By Kristen Moulton | The Salt Lake Tribune
Seventeen-year-old Boe Meh had one goal when she arrived in southern New Jersey in July: going to school.
If she learned English in class, Meh figured, she’d be able to help her family and other Burmese refugees.
But months later, she and her 16-year-old brother were still not enrolled, due to glitches at Catholic Charities of Camden, the agency that resettled them.
Baptist minister Rev. James Kang said in mid-November that he knew of 14 refugee children in the Camden area, from age 8 to 18, who were still waiting to go to class months after resettlement. “They are very anxious, and they want to go to school,” he said.
To enroll, children must be immunized and have a rental agreement to prove residency. Families depend on resettlement workers for help in getting the paperwork and vaccinations.
Catholic Charities did not dispute that more than a dozen youngsters and teens were not in school as of early December. But spokesman Andy Walton said he expected most of them children to be in school this month.

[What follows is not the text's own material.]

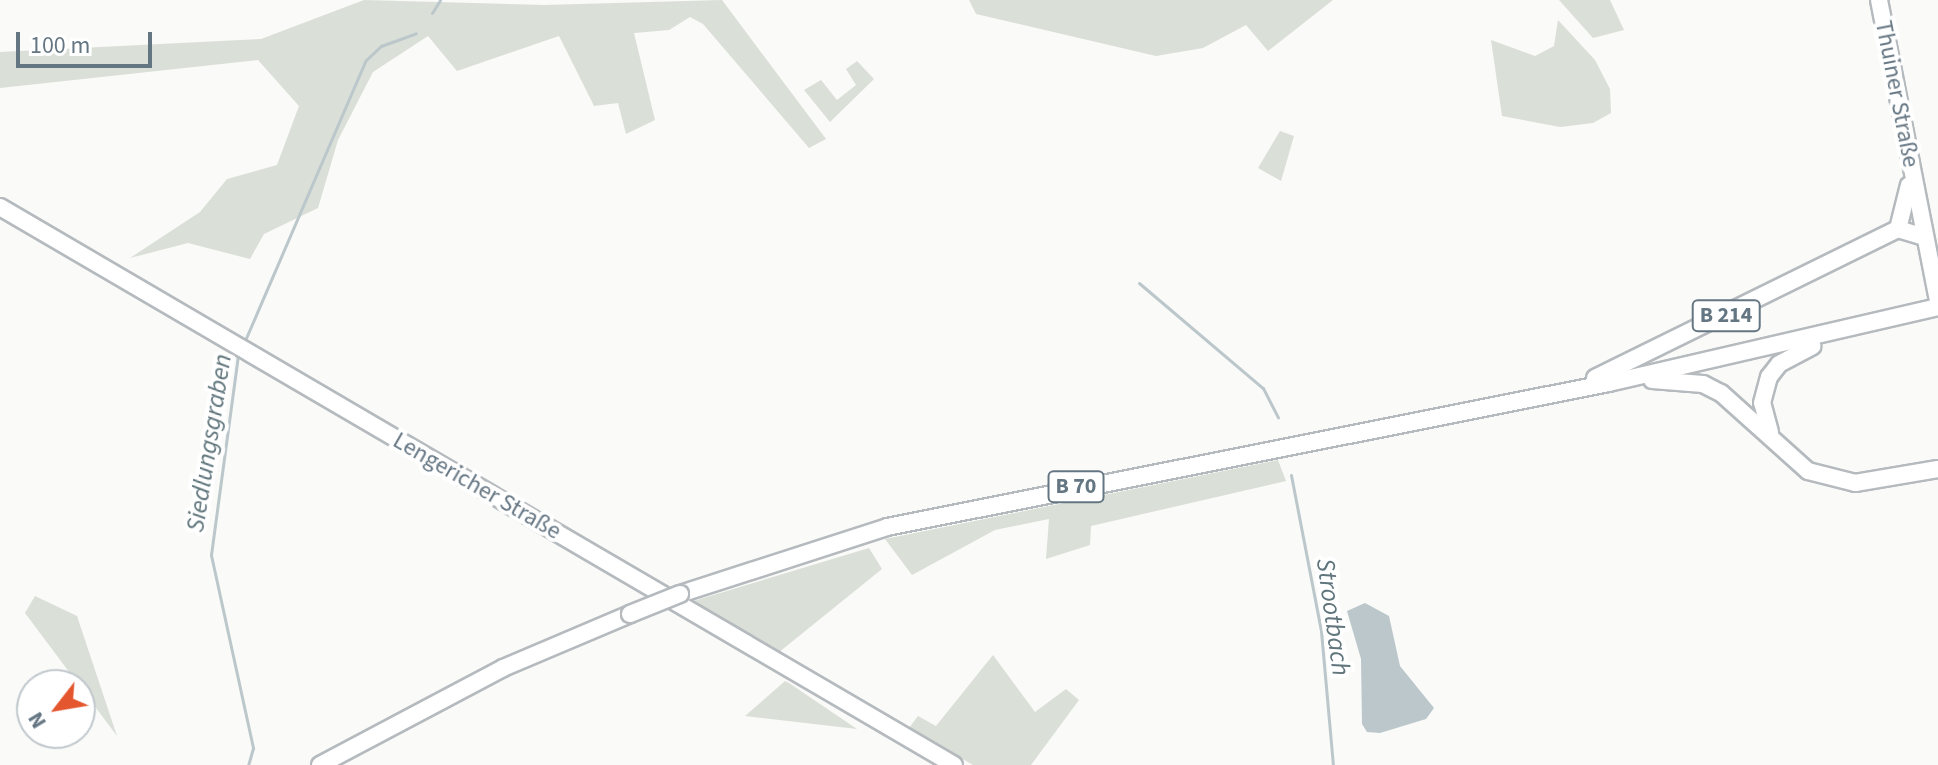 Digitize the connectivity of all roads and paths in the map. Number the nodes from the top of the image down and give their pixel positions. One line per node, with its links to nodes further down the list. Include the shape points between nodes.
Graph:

An unusually high caseload led to the delays, he said. Catholic Charities resettled 340 refugees in the Camden area in the past year, and of the 101 children, 86 were in school when classes began in September. “There have been a few isolated cases that took longer than normal,” Walton said.
The agency hired more caseworkers and is trying to line up another health provider near where most of the refugees live, he said.
“We want them enrolled as soon as possible after their arrival, but not before these steps [family applications for food stamps, immunizations and health screenings] can be taken,” he said.
Meh’s family of six are Karenni refugees who spent 11 years in a camp in Thailand before they were settled in Pennsauken. Her father and two older brothers had jobs, and the family wanted her to get an education. They feel the delays break promises made to them in the camp, she said.
Speaking through interpreter Myra Dahgaypaw in November, Meh said her family’s caseworker has put off pleas to enroll her and her younger brother, Day Reh. The caseworker wants Meh, who turned 18 in September, to get a job, and steered her toward an opening at Walmart.
“He kept telling her she’s been here long enough and she has to work,” Dahgaypaw said.
Walton responded that it is typical for refugees who are 17 to get jobs or enroll in adult education classes, rather than public school. And Catholic Charities is awaiting word from a school that had concerns about Day Reh’s English proficiency, and may encourage adult education for him as well, Walton said.
Kang said volunteers were trying to help both children enroll in public schools, but the effort became moot last weekend. The family abruptly moved to Colorado on the invitation of an uncle, Kang said.
Life had been difficult in New Jersey, with one of Meh's older brothers and her father working at a Wal-mart that was a three-hour bus ride away from their apartment. At times, they bunked with other refugees nearer their jobs.
Now, the family is starting over once again.